Work order
The lines to copy are those with "graph" in them. Pull each one from the entries below.
-- Dataset records follows --
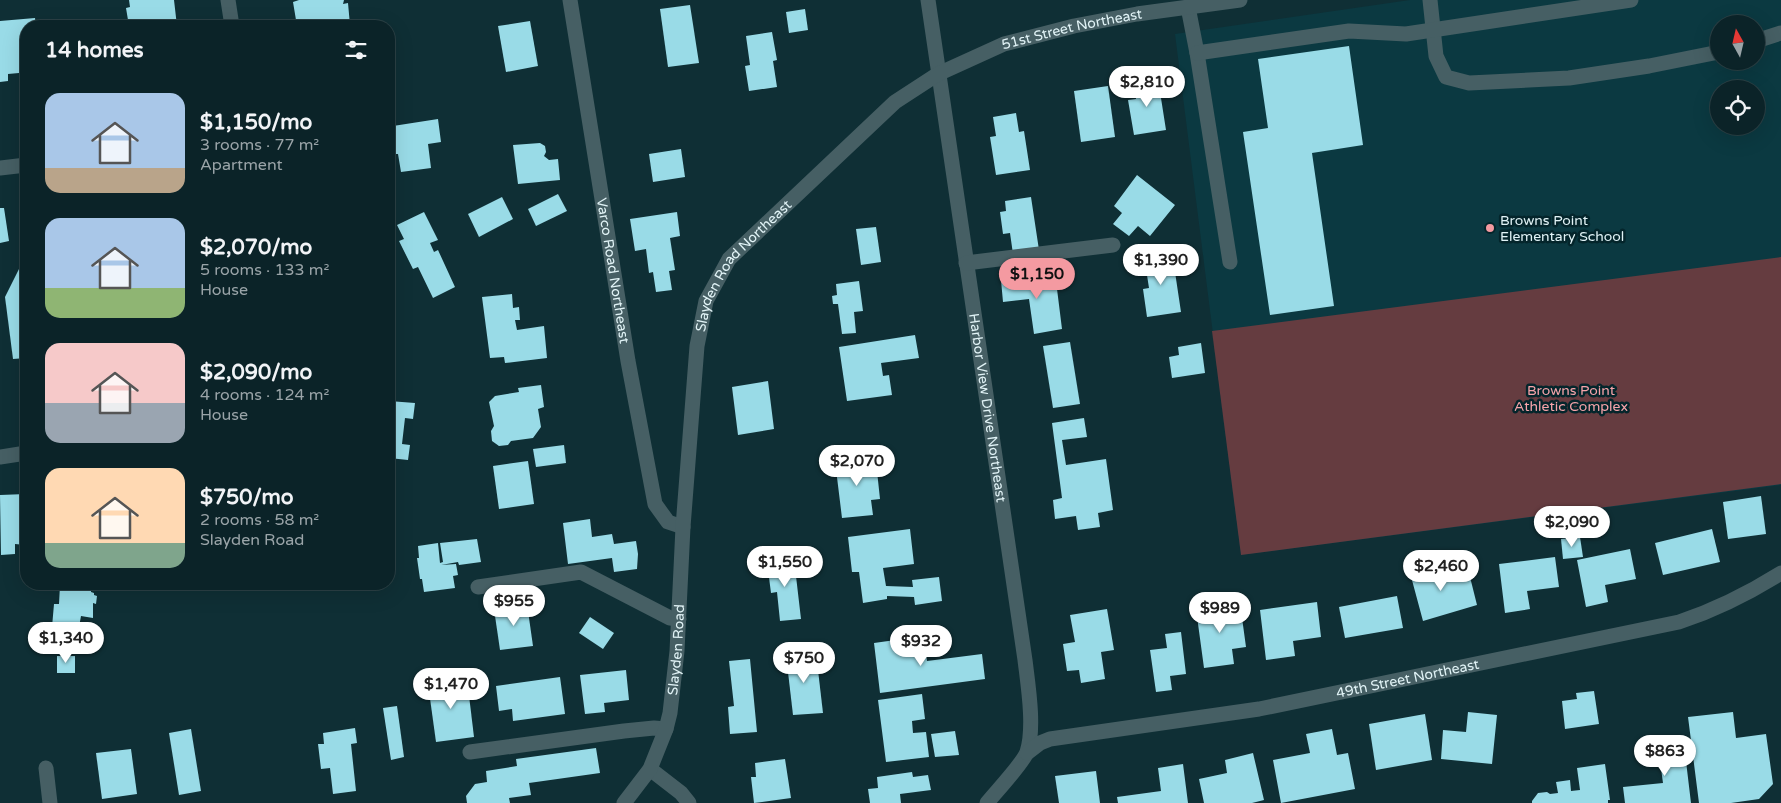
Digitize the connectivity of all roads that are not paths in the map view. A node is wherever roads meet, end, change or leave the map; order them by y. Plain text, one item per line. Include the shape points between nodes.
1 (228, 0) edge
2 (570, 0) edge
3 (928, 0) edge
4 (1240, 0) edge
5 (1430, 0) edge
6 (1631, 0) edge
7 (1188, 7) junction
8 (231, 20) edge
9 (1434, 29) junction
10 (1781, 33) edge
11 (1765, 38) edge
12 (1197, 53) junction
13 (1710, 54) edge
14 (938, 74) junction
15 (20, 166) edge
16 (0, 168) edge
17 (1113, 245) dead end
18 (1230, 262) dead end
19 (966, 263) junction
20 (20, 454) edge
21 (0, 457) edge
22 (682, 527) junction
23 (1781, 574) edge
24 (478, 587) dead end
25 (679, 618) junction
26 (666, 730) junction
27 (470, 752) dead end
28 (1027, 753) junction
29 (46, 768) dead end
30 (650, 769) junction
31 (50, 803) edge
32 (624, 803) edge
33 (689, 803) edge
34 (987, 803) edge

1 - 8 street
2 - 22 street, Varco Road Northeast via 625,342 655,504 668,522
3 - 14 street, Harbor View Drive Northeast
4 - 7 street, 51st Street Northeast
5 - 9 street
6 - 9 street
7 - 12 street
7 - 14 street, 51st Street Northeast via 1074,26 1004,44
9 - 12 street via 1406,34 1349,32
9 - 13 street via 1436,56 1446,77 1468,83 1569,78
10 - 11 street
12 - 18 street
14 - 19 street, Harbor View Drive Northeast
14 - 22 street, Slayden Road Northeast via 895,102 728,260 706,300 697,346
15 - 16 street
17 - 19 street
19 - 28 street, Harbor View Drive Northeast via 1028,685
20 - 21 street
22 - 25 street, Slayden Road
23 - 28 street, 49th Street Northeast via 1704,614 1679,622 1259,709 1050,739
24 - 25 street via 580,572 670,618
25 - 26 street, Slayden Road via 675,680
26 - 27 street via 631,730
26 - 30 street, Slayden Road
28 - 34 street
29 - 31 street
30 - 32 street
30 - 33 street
-- Dataset records concluded --
-- Dataset records follows --
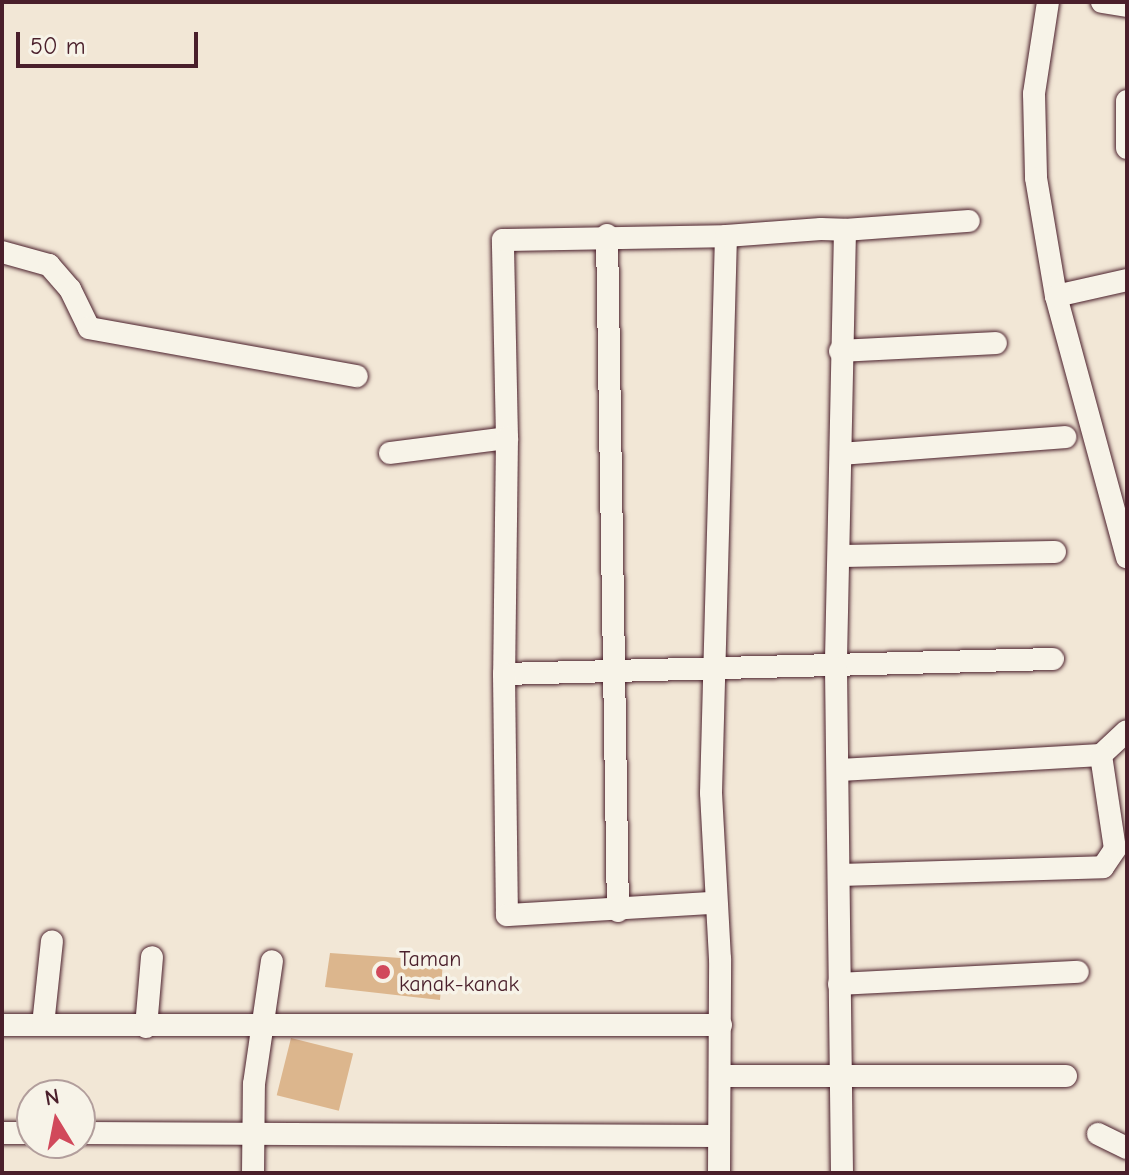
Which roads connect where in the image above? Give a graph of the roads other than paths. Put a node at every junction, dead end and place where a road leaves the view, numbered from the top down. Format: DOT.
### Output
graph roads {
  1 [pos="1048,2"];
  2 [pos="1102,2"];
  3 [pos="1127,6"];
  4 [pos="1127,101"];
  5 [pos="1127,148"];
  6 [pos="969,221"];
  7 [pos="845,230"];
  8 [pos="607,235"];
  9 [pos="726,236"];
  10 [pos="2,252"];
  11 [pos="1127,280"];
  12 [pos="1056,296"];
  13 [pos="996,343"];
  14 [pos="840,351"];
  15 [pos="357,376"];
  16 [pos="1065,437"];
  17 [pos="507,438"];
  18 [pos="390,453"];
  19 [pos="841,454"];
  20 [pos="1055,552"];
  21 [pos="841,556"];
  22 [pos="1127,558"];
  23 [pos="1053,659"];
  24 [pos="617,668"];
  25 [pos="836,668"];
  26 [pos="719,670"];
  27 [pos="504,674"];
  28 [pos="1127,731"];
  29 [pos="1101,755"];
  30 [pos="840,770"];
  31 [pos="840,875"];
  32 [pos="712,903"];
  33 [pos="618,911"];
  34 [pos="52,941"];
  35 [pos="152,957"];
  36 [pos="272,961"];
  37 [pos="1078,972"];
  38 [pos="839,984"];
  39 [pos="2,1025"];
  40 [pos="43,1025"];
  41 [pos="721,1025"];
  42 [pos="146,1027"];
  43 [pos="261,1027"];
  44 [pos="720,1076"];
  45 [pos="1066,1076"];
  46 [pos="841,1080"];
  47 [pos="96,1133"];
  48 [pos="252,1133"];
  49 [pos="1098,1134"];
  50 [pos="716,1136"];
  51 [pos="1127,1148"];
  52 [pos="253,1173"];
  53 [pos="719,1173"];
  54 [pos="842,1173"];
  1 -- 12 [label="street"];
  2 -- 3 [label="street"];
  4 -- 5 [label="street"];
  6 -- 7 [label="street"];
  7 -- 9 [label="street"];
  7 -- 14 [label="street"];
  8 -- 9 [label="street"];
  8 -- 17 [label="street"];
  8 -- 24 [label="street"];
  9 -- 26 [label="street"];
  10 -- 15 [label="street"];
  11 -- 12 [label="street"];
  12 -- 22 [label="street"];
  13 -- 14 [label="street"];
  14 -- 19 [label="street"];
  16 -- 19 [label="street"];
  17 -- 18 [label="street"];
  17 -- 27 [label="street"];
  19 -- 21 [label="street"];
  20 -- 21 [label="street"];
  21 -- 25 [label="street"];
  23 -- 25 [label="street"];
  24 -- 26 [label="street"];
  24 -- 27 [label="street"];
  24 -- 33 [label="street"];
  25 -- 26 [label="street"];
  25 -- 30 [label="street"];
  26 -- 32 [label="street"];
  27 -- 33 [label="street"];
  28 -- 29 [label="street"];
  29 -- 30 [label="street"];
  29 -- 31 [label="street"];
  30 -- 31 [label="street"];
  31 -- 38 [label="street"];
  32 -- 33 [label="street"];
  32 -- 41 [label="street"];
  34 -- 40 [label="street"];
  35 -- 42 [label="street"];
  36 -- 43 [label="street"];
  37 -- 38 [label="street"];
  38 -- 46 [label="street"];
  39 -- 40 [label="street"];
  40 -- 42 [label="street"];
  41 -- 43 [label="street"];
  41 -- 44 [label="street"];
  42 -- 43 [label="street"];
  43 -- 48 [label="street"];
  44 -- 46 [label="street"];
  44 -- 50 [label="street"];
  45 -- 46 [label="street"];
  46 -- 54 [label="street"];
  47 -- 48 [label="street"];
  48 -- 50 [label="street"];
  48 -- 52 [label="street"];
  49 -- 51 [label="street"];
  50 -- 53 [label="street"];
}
-- Dataset records concluded --
Solution for this task
Which roads connect where in the image above? Give a graph of the roads other than paths. Put a node at every junction, dead end and place where a road leaves the view, numbered from the top down. Format: DOT.
graph roads {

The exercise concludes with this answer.